-- EXTRACTED DATA --
_ _ _ _ _

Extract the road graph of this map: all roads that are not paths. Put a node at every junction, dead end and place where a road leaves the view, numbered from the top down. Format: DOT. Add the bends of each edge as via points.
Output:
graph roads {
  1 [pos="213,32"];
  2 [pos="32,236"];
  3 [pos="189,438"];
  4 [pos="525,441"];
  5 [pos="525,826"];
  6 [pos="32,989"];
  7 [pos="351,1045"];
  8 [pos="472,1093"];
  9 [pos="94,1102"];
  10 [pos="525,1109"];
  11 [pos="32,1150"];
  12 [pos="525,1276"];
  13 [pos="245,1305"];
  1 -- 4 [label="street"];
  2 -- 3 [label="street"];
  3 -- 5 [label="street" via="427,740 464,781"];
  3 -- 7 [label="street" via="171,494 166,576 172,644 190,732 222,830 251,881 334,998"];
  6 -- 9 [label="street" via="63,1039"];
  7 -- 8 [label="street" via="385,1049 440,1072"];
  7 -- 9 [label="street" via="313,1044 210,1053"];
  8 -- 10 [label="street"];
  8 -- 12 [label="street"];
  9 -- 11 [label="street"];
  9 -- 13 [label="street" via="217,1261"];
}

_ _ _ _ _

-- TASK ITEM --
Every entry in the listing above is to be repeated verbatim.

-- ANSWER TO THE PROBLEM --
Extract the road graph of this map: all roads that are not paths. Put a node at every junction, dead end and place where a road leaves the view, numbered from the top down. Format: DOT. Add the bends of each edge as via points.
Output:
graph roads {
  1 [pos="213,32"];
  2 [pos="32,236"];
  3 [pos="189,438"];
  4 [pos="525,441"];
  5 [pos="525,826"];
  6 [pos="32,989"];
  7 [pos="351,1045"];
  8 [pos="472,1093"];
  9 [pos="94,1102"];
  10 [pos="525,1109"];
  11 [pos="32,1150"];
  12 [pos="525,1276"];
  13 [pos="245,1305"];
  1 -- 4 [label="street"];
  2 -- 3 [label="street"];
  3 -- 5 [label="street" via="427,740 464,781"];
  3 -- 7 [label="street" via="171,494 166,576 172,644 190,732 222,830 251,881 334,998"];
  6 -- 9 [label="street" via="63,1039"];
  7 -- 8 [label="street" via="385,1049 440,1072"];
  7 -- 9 [label="street" via="313,1044 210,1053"];
  8 -- 10 [label="street"];
  8 -- 12 [label="street"];
  9 -- 11 [label="street"];
  9 -- 13 [label="street" via="217,1261"];
}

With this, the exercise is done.